Cass. civ. Sez. II, Sent., 11-05-2012, n. 7415 Servitù coattive di passaggio

Sentenza scelta dal dott. Domenico Cirasole direttore del sito giuridico http://www.gadit.it/

Svolgimento del processo

Con sentenza del 5-2-2003 il Tribunale di Reggio Emilia, in accoglimento della domanda proposta da G.A. e Z.C., trasferiva la servitù di passaggio gravante su un fondo di proprietà degli stessi in favore del fondo di proprietà di G.O., G.E. e G.P., su altro fondo di proprietà degli stessi attori. In motivazione, il Tribunale, nel rilevare che la domanda proposta dagli attori andava interpretata come domanda di trasferimento della servitù dai mappali 161, 162 e 163 al mappale 141 sempre di loro proprietà, dava atto che dalla relazione di consulenza tecnica d’ufficio era emerso da un lato che l’esercizio della servitù sul fondo degli attori si era aggravato a causa del mutamento di destinazione del fondo servente da agricola ad industriale, e dall’altro che il trasferimento della servitù sul mappale 141 rendeva l’esercizio del diritto reale più comodo ed agevole, in ragione della maggiore visibilità della strada provinciale nella quale la carraia andava ad immettersi.

Con sentenza depositata il 22-8-2007 la Corte di Appello di Reggio Emilia rigettava il gravame proposto avverso la predetta decisione da G.O. e G.E..

Per la cassazione di tale sentenza ricorrono G.O. e G.E., sulla base di tre motivi.

G.A., Z.C. e G.P. resistono con controricorso.

Motivi della decisione

1) Con il primo motivo i ricorrenti denunciano la violazione e falsa applicazione dell’art. 1068 c.c., degli artt. 112 e 189 c.p.c. Deducono che nell’atto di citazione gli attori avevano chiesto il trasferimento dell’esercizio della servitù ai sensi dell’art. 1068 c.c., comma 2, mentre all’udienza di conclusioni hanno chiesto il trasferimento della servitù, ai sensi dell’art. 1068 c.c., comma 4.

Sostengono che, trattandosi di due domande diverse, la domanda nuova proposta in sede di conclusioni – sulla quale, peraltro, i convenuti avevano dichiarato di non accettare il contraddittorio – avrebbe dovuto essere dichiarata inammissibile.
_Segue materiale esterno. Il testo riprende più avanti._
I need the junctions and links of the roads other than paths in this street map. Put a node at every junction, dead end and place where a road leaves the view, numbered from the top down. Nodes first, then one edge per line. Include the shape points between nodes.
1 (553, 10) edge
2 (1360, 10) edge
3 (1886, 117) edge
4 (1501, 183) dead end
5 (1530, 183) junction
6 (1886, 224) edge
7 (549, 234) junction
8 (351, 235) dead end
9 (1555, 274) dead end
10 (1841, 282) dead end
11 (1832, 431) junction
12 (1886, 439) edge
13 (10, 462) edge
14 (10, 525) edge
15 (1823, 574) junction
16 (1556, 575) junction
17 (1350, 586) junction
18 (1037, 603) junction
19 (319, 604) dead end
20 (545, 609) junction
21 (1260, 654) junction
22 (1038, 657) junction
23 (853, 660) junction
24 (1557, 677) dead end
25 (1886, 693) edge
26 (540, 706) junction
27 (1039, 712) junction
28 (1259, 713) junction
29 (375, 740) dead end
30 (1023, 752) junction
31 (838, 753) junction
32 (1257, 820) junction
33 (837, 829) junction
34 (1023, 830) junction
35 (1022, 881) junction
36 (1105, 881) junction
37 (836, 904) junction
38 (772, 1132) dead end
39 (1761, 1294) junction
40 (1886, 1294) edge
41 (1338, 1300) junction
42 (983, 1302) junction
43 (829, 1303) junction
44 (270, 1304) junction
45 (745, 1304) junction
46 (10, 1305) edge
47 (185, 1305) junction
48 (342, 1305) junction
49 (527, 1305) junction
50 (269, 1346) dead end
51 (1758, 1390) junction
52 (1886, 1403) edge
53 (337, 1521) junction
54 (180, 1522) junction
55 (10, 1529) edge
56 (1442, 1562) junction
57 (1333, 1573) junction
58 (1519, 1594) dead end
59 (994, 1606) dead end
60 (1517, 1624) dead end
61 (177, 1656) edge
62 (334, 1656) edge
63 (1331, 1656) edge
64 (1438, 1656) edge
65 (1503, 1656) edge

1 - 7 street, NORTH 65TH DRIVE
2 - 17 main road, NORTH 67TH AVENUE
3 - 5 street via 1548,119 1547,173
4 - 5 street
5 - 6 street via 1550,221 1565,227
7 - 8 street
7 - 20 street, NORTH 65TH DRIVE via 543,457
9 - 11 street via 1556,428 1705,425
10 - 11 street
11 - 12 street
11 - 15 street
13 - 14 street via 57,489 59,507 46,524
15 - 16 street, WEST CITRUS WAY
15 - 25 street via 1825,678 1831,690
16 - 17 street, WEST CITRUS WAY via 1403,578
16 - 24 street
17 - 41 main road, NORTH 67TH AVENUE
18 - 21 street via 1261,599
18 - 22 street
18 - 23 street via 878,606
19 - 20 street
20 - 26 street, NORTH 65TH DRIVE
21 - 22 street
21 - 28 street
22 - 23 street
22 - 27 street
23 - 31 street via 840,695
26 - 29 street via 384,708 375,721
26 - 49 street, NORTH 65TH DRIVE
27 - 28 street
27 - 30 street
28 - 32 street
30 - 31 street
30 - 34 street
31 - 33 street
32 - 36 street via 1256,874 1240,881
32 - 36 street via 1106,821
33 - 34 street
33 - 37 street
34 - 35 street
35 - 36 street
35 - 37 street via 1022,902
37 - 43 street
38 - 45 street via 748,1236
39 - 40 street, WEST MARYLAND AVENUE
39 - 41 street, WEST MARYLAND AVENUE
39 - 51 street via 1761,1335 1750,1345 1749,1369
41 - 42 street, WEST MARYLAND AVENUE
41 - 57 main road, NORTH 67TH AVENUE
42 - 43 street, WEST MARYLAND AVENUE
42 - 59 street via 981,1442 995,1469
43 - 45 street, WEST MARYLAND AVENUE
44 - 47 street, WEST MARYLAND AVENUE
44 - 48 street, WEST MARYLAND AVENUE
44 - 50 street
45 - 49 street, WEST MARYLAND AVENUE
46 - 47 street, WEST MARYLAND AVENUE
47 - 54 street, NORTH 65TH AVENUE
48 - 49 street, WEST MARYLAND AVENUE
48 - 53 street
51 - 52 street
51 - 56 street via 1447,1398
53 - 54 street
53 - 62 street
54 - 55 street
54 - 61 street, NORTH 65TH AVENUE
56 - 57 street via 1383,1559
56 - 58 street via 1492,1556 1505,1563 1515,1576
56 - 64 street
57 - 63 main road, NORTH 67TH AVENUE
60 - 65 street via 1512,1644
A conclusione del motivo, i ricorrenti formulano il seguente quesito di diritto: "Se debba essere dichiarata inammissibile, in quanto domanda nuova, la domanda diretta ad ottenere il trasferimento della servitù ai sensi dell’art. 1068 c.c., comma 4 formulata all’udienza di precisazione delle conclusioni, qualora nell’atto introduttivo o a norma dell’art. 183 c.p.c. sia stata formulata la domanda diretta ad ottenere il mutamento del luogo di esercizio della servitù ai sensi dell’art. 1068 c.c., comma 2".

Il motivo è infondato.

L’art. 1068 c.c., al comma 1, pone la regola generale secondo cui il proprietario del fondo servente non può trasferire l’esercizio della servitù in luogo diverso da quello nel quale è stata stabilita originariamente. Il comma 2 dello stesso articolo, tuttavia, dispone che, se l’originario esercizio è divenuto più gravoso per il fondo servente o impedisce di fare lavori, riparazioni o miglioramenti, il proprietario del fondo servente può offrire al proprietario dell’altro fondo un luogo egualmente comodo per l’esercizio dei suoi diritti, e questi non può ricusarlo. Il successivo comma 4, inoltre, prevede che l’autorità giudiziaria può anche disporre il trasferimento della servitù su altro fondo del proprietario del fondo servente o di un terzo che vi acconsenta, purchè l’esercizio di essa riesca ugualmente agevole al proprietario del fondo dominante.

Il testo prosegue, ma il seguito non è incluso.